- **Records provided**:
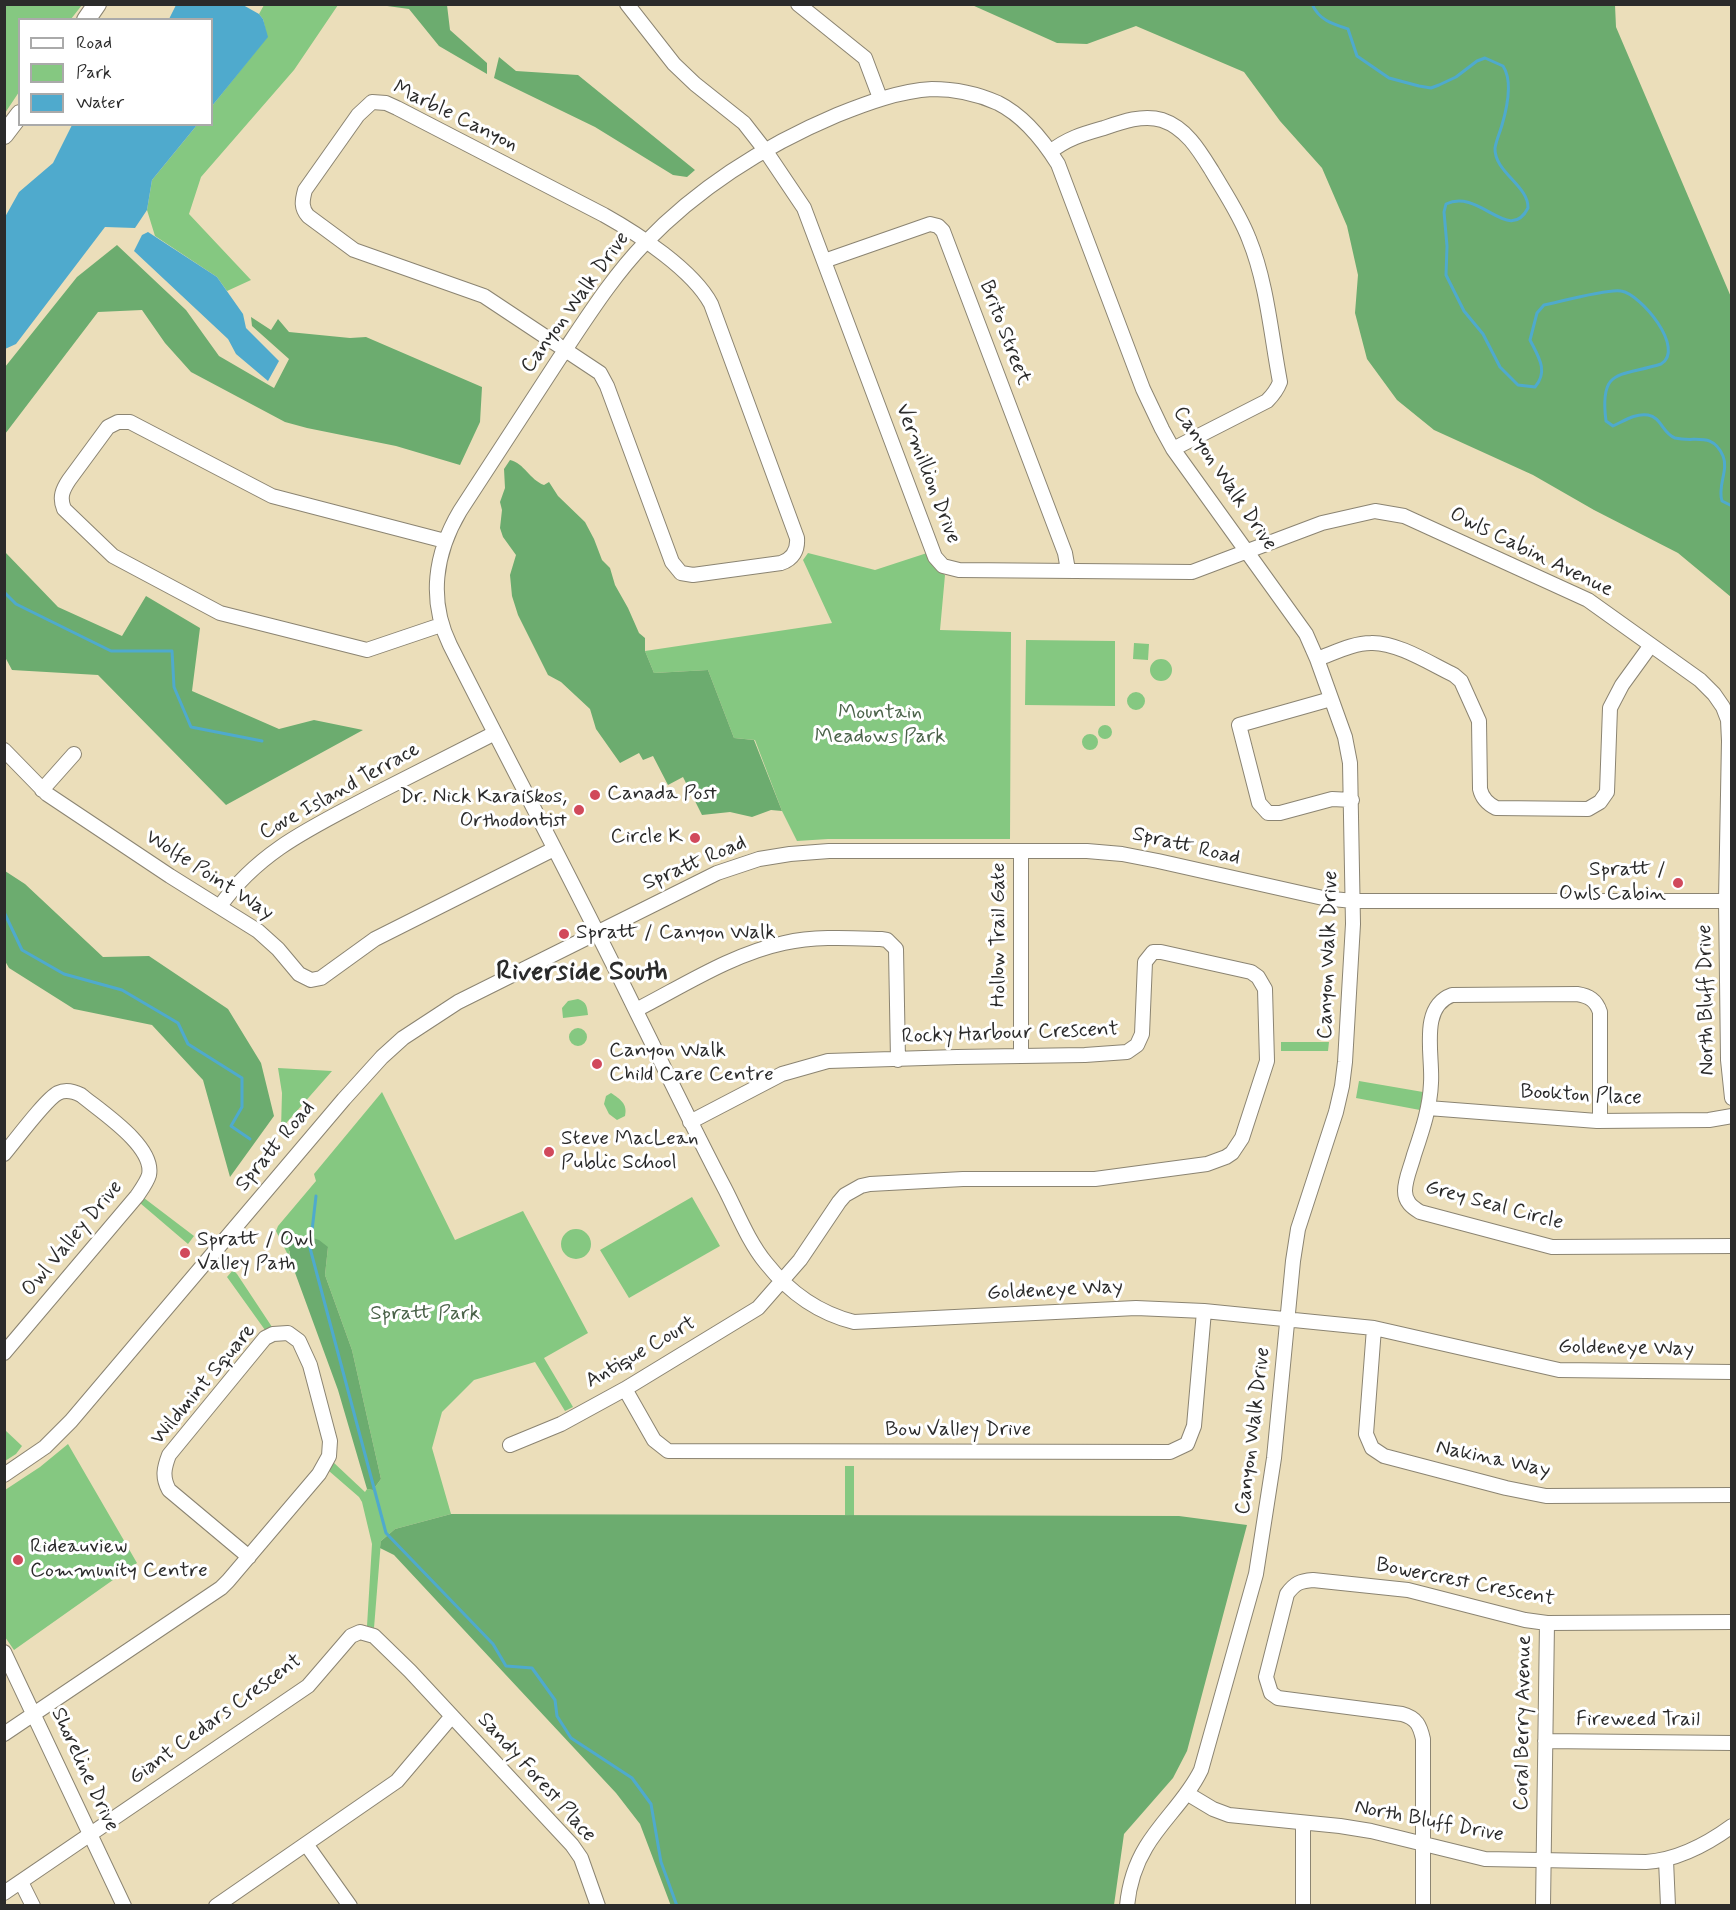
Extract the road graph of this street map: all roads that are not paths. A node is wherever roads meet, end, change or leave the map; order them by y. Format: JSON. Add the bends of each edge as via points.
{"nodes":[{"id":1,"x":96,"y":4,"type":"edge"},
{"id":2,"x":627,"y":4,"type":"edge"},
{"id":3,"x":798,"y":4,"type":"edge"},
{"id":4,"x":87,"y":18,"type":"edge"},
{"id":5,"x":880,"y":98,"type":"junction"},
{"id":6,"x":18,"y":117,"type":"edge"},
{"id":7,"x":4,"y":135,"type":"edge"},
{"id":8,"x":765,"y":150,"type":"junction"},
{"id":9,"x":1050,"y":152,"type":"junction"},
{"id":10,"x":646,"y":242,"type":"junction"},
{"id":11,"x":824,"y":261,"type":"junction"},
{"id":12,"x":566,"y":349,"type":"junction"},
{"id":13,"x":1173,"y":449,"type":"junction"},
{"id":14,"x":444,"y":541,"type":"junction"},
{"id":15,"x":1245,"y":551,"type":"junction"},
{"id":16,"x":1068,"y":570,"type":"junction"},
{"id":17,"x":441,"y":625,"type":"junction"},
{"id":18,"x":1651,"y":645,"type":"junction"},
{"id":19,"x":1317,"y":659,"type":"junction"},
{"id":20,"x":1330,"y":699,"type":"junction"},
{"id":21,"x":495,"y":733,"type":"junction"},
{"id":22,"x":4,"y":750,"type":"edge"},
{"id":23,"x":74,"y":754,"type":"dead end"},
{"id":24,"x":42,"y":790,"type":"junction"},
{"id":25,"x":1352,"y":800,"type":"junction"},
{"id":26,"x":554,"y":849,"type":"junction"},
{"id":27,"x":1021,"y":852,"type":"junction"},
{"id":28,"x":1353,"y":901,"type":"junction"},
{"id":29,"x":1729,"y":901,"type":"edge"},
{"id":30,"x":220,"y":906,"type":"junction"},
{"id":31,"x":596,"y":933,"type":"junction"},
{"id":32,"x":1729,"y":994,"type":"edge"},
{"id":33,"x":636,"y":1010,"type":"junction"},
{"id":34,"x":1021,"y":1055,"type":"junction"},
{"id":35,"x":898,"y":1060,"type":"junction"},
{"id":36,"x":1731,"y":1098,"type":"edge"},
{"id":37,"x":1428,"y":1108,"type":"junction"},
{"id":38,"x":1731,"y":1116,"type":"edge"},
{"id":39,"x":1600,"y":1120,"type":"junction"},
{"id":40,"x":690,"y":1122,"type":"junction"},
{"id":41,"x":4,"y":1154,"type":"edge"},
{"id":42,"x":1731,"y":1246,"type":"edge"},
{"id":43,"x":783,"y":1281,"type":"junction"},
{"id":44,"x":1204,"y":1311,"type":"junction"},
{"id":45,"x":1288,"y":1319,"type":"junction"},
{"id":46,"x":1374,"y":1328,"type":"junction"},
{"id":47,"x":4,"y":1353,"type":"edge"},
{"id":48,"x":1731,"y":1372,"type":"edge"},
{"id":49,"x":625,"y":1389,"type":"junction"},
{"id":50,"x":510,"y":1445,"type":"dead end"},
{"id":51,"x":4,"y":1475,"type":"edge"},
{"id":52,"x":1731,"y":1494,"type":"edge"},
{"id":53,"x":249,"y":1557,"type":"junction"},
{"id":54,"x":1731,"y":1622,"type":"edge"},
{"id":55,"x":1547,"y":1623,"type":"junction"},
{"id":56,"x":4,"y":1652,"type":"edge"},
{"id":57,"x":34,"y":1714,"type":"junction"},
{"id":58,"x":452,"y":1716,"type":"junction"},
{"id":59,"x":4,"y":1734,"type":"edge"},
{"id":60,"x":1545,"y":1741,"type":"junction"},
{"id":61,"x":1731,"y":1743,"type":"edge"},
{"id":62,"x":1188,"y":1794,"type":"junction"},
{"id":63,"x":1303,"y":1823,"type":"junction"},
{"id":64,"x":1731,"y":1826,"type":"edge"},
{"id":65,"x":91,"y":1834,"type":"junction"},
{"id":66,"x":306,"y":1844,"type":"junction"},
{"id":67,"x":1424,"y":1845,"type":"junction"},
{"id":68,"x":1543,"y":1860,"type":"junction"},
{"id":69,"x":1666,"y":1860,"type":"junction"},
{"id":70,"x":21,"y":1882,"type":"junction"},
{"id":71,"x":4,"y":1893,"type":"edge"},
{"id":72,"x":33,"y":1905,"type":"edge"},
{"id":73,"x":124,"y":1905,"type":"edge"},
{"id":74,"x":216,"y":1905,"type":"edge"},
{"id":75,"x":350,"y":1905,"type":"edge"},
{"id":76,"x":598,"y":1905,"type":"edge"},
{"id":77,"x":1127,"y":1905,"type":"edge"},
{"id":78,"x":1303,"y":1905,"type":"edge"},
{"id":79,"x":1423,"y":1905,"type":"edge"},
{"id":80,"x":1543,"y":1905,"type":"edge"},
{"id":81,"x":1668,"y":1905,"type":"edge"}],
"edges":[{"from":1,"to":4,"type":"main road"},
{"from":2,"to":8,"type":"street","name":"Vermillion Drive","via":[[674,64],[739,118]]},
{"from":3,"to":5,"type":"street","via":[[865,58]]},
{"from":5,"to":8,"type":"street","name":"Canyon Walk Drive","via":[[804,129]]},
{"from":5,"to":9,"type":"street","name":"Canyon Walk Drive","via":[[932,89],[982,97],[1018,117]]},
{"from":6,"to":7,"type":"main road"},
{"from":8,"to":10,"type":"street","name":"Canyon Walk Drive","via":[[692,201]]},
{"from":8,"to":11,"type":"street","name":"Vermillion Drive","via":[[804,208]]},
{"from":9,"to":13,"type":"street","name":"Canyon Walk Drive","via":[[1143,389]]},
{"from":9,"to":13,"type":"street","via":[[1068,139],[1122,122],[1161,120],[1195,144],[1249,238],[1280,382],[1267,401]]},
{"from":10,"to":12,"type":"street","name":"Canyon Walk Drive"},
{"from":10,"to":12,"type":"street","via":[[694,280],[711,304],[798,538],[793,557],[781,563],[693,575],[681,573],[668,552],[604,379]]},
{"from":10,"to":12,"type":"street","name":"Marble Canyon","via":[[604,215],[386,103],[372,102],[358,115],[305,190],[304,211],[354,250],[484,296]]},
{"from":11,"to":16,"type":"street","name":"Vermillion Drive","via":[[938,562],[959,570]]},
{"from":11,"to":16,"type":"street","name":"Brito Street","via":[[930,224],[943,231],[1065,553]]},
{"from":12,"to":14,"type":"street","name":"Canyon Walk Drive"},
{"from":13,"to":15,"type":"street","name":"Canyon Walk Drive"},
{"from":14,"to":17,"type":"street","name":"Canyon Walk Drive","via":[[436,590]]},
{"from":14,"to":17,"type":"street","via":[[272,496],[130,422],[108,427],[69,480],[61,499],[63,509],[113,556],[220,613],[366,650]]},
{"from":15,"to":16,"type":"street","name":"Vermillion Drive","via":[[1192,572]]},
{"from":15,"to":18,"type":"street","name":"Owls Cabin Avenue","via":[[1322,523],[1375,511],[1396,514],[1588,600]]},
{"from":15,"to":19,"type":"street","name":"Canyon Walk Drive","via":[[1294,615]]},
{"from":17,"to":21,"type":"street","name":"Canyon Walk Drive"},
{"from":18,"to":19,"type":"street","via":[[1610,708],[1607,792],[1588,809],[1490,805],[1480,789],[1479,721],[1461,681],[1454,675],[1379,644],[1352,646]]},
{"from":18,"to":29,"type":"street","name":"Owls Cabin Avenue","via":[[1708,687],[1726,714]]},
{"from":19,"to":20,"type":"street","name":"Canyon Walk Drive"},
{"from":20,"to":25,"type":"street","name":"Canyon Walk Drive","via":[[1349,753]]},
{"from":20,"to":25,"type":"street","via":[[1239,725],[1259,803],[1268,813],[1332,800]]},
{"from":21,"to":26,"type":"street","name":"Canyon Walk Drive"},
{"from":21,"to":30,"type":"street","name":"Cove Island Terrace","via":[[305,831],[242,877]]},
{"from":22,"to":24,"type":"street","name":"Wolfe Point Way"},
{"from":23,"to":24,"type":"street"},
{"from":24,"to":30,"type":"street","name":"Wolfe Point Way"},
{"from":25,"to":28,"type":"street","name":"Canyon Walk Drive"},
{"from":26,"to":30,"type":"street","name":"Wolfe Point Way","via":[[375,939],[316,980],[306,979],[258,931]]},
{"from":26,"to":31,"type":"street","name":"Canyon Walk Drive"},
{"from":27,"to":28,"type":"street","name":"Spratt Road","via":[[1087,850],[1122,854],[1323,898]]},
{"from":27,"to":31,"type":"street","name":"Spratt Road","via":[[829,851],[765,858],[704,879]]},
{"from":27,"to":34,"type":"street","name":"Hollow Trail Gate"},
{"from":28,"to":29,"type":"street","name":"Spratt Road"},
{"from":28,"to":45,"type":"street","name":"Canyon Walk Drive","via":[[1342,1086],[1298,1229]]},
{"from":29,"to":32,"type":"street","name":"North Bluff Drive"},
{"from":31,"to":33,"type":"street","name":"Goldeneye Way"},
{"from":31,"to":51,"type":"street","name":"Spratt Road","via":[[440,1012],[397,1042],[344,1099],[71,1421],[45,1447]]},
{"from":32,"to":36,"type":"street","name":"North Bluff Drive"},
{"from":33,"to":35,"type":"street","via":[[729,963],[774,946],[837,938],[887,940],[896,949]]},
{"from":33,"to":40,"type":"street","name":"Goldeneye Way"},
{"from":34,"to":35,"type":"street","name":"Rocky Harbour Crescent"},
{"from":34,"to":43,"type":"street","name":"Rocky Harbour Crescent","via":[[1085,1055],[1127,1052],[1133,1048],[1143,1034],[1145,962],[1153,952],[1251,972],[1265,989],[1267,1060],[1242,1138],[1226,1157],[1207,1164],[1095,1179],[963,1179],[861,1186],[839,1202]]},
{"from":35,"to":40,"type":"street","name":"Rocky Harbour Crescent","via":[[828,1061],[782,1074]]},
{"from":37,"to":39,"type":"street","name":"Bookton Place"},
{"from":37,"to":39,"type":"street","name":"Grey Seal Circle","via":[[1431,1016],[1439,1003],[1452,995],[1576,994],[1590,998],[1600,1012]]},
{"from":37,"to":42,"type":"street","name":"Grey Seal Circle","via":[[1405,1190],[1409,1204],[1420,1212],[1552,1247]]},
{"from":38,"to":39,"type":"street","name":"Bookton Place","via":[[1709,1120]]},
{"from":40,"to":43,"type":"street","name":"Goldeneye Way","via":[[752,1242]]},
{"from":41,"to":47,"type":"street","name":"Owl Valley Drive","via":[[52,1097],[73,1091],[133,1138],[142,1149],[149,1175],[137,1196]]},
{"from":43,"to":44,"type":"street","name":"Goldeneye Way","via":[[826,1314],[854,1322],[1136,1308]]},
{"from":43,"to":49,"type":"street","name":"Antique Court","via":[[751,1313]]},
{"from":44,"to":45,"type":"street","name":"Goldeneye Way"},
{"from":44,"to":49,"type":"street","name":"Bow Valley Drive","via":[[1194,1426],[1187,1443],[1170,1452],[668,1451],[654,1440]]},
{"from":45,"to":46,"type":"street","name":"Goldeneye Way"},
{"from":45,"to":62,"type":"street","name":"Canyon Walk Drive","via":[[1274,1458],[1256,1574],[1204,1762]]},
{"from":46,"to":48,"type":"street","name":"Goldeneye Way","via":[[1559,1370]]},
{"from":46,"to":52,"type":"street","name":"Nakina Way","via":[[1366,1434],[1372,1448],[1384,1456],[1546,1496]]},
{"from":49,"to":50,"type":"street","name":"Antique Court","via":[[561,1424]]},
{"from":53,"to":53,"type":"street","name":"Wildmint Square","via":[[319,1474],[329,1456],[330,1441],[310,1365],[298,1341],[288,1333],[265,1338],[169,1455],[163,1470],[169,1490]]},
{"from":53,"to":57,"type":"street","name":"Wildmint Square","via":[[221,1588]]},
{"from":54,"to":55,"type":"street","name":"Bowercrest Crescent"},
{"from":55,"to":60,"type":"street","name":"Coral Berry Avenue"},
{"from":55,"to":67,"type":"street","name":"Bowercrest Crescent","via":[[1408,1590],[1313,1580],[1293,1585],[1287,1594],[1266,1677],[1270,1693],[1278,1698],[1413,1717],[1423,1739]]},
{"from":56,"to":57,"type":"street","name":"Shoreline Drive"},
{"from":57,"to":59,"type":"street","name":"Wildmint Square"},
{"from":57,"to":65,"type":"street","name":"Shoreline Drive"},
{"from":58,"to":65,"type":"street","name":"Giant Cedars Crescent","via":[[378,1640],[355,1633],[308,1686]]},
{"from":58,"to":66,"type":"street","via":[[398,1781]]},
{"from":58,"to":76,"type":"street","name":"Sandy Forest Place","via":[[572,1845],[581,1858]]},
{"from":60,"to":61,"type":"street","name":"Fireweed Trail"},
{"from":60,"to":68,"type":"street","name":"Coral Berry Avenue"},
{"from":62,"to":63,"type":"street","name":"North Bluff Drive","via":[[1222,1813]]},
{"from":62,"to":77,"type":"street","name":"Canyon Walk Drive","via":[[1146,1846],[1132,1877]]},
{"from":63,"to":67,"type":"street","name":"North Bluff Drive","via":[[1371,1831]]},
{"from":63,"to":78,"type":"street"},
{"from":64,"to":69,"type":"street","name":"North Bluff Drive","via":[[1692,1850]]},
{"from":65,"to":70,"type":"street"},
{"from":65,"to":73,"type":"street","name":"Shoreline Drive"},
{"from":66,"to":74,"type":"street"},
{"from":66,"to":75,"type":"street"},
{"from":67,"to":68,"type":"street","name":"North Bluff Drive","via":[[1485,1858]]},
{"from":67,"to":79,"type":"street"},
{"from":68,"to":69,"type":"street","name":"North Bluff Drive"},
{"from":68,"to":80,"type":"street","name":"Coral Berry Avenue"},
{"from":69,"to":81,"type":"street"},
{"from":70,"to":71,"type":"street"},
{"from":70,"to":72,"type":"street"}]}
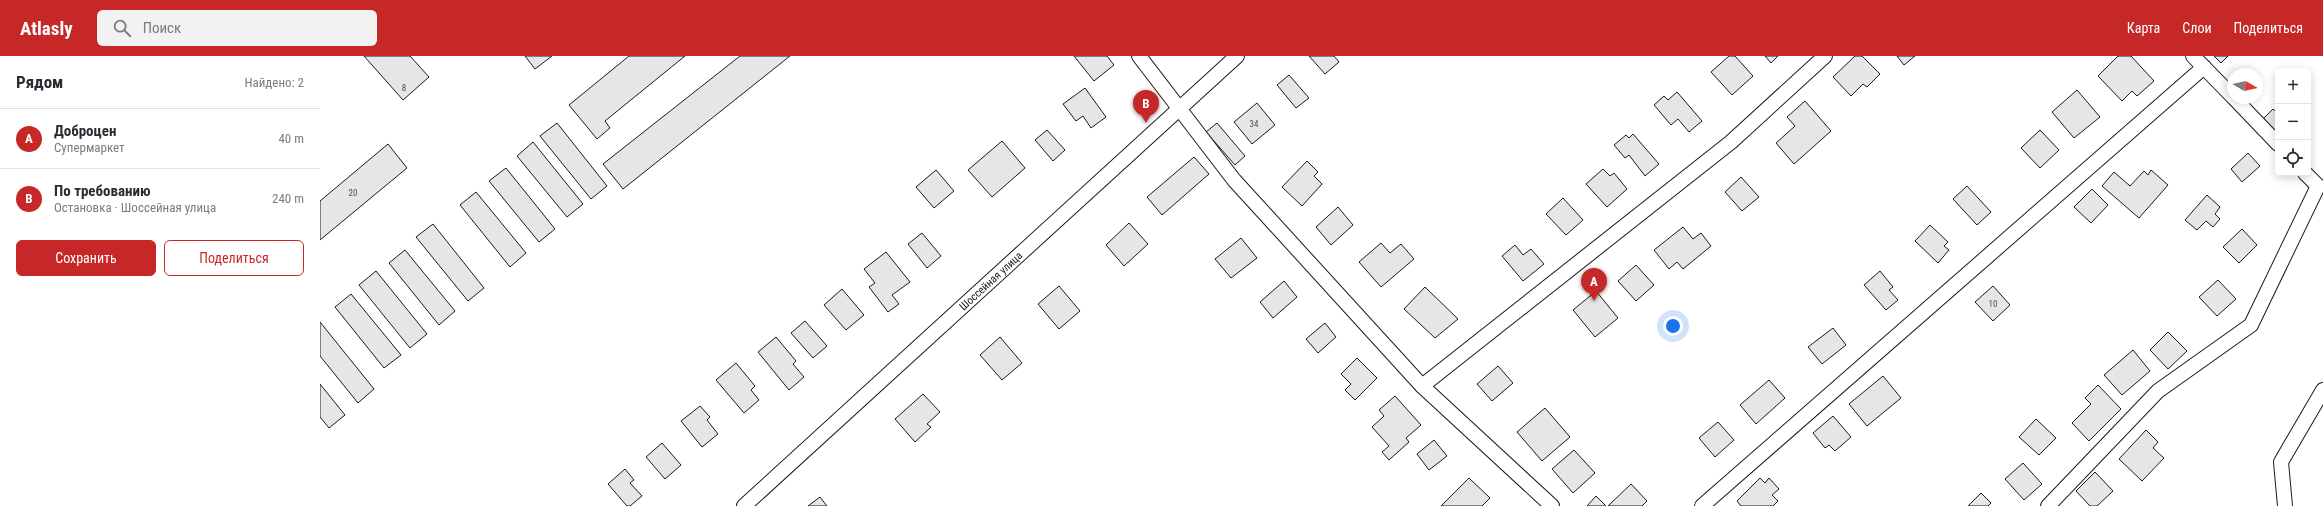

- **Work order**: Work out how many lines in this data contain "Coral". Only that number should be given.

- **Your solution**: 3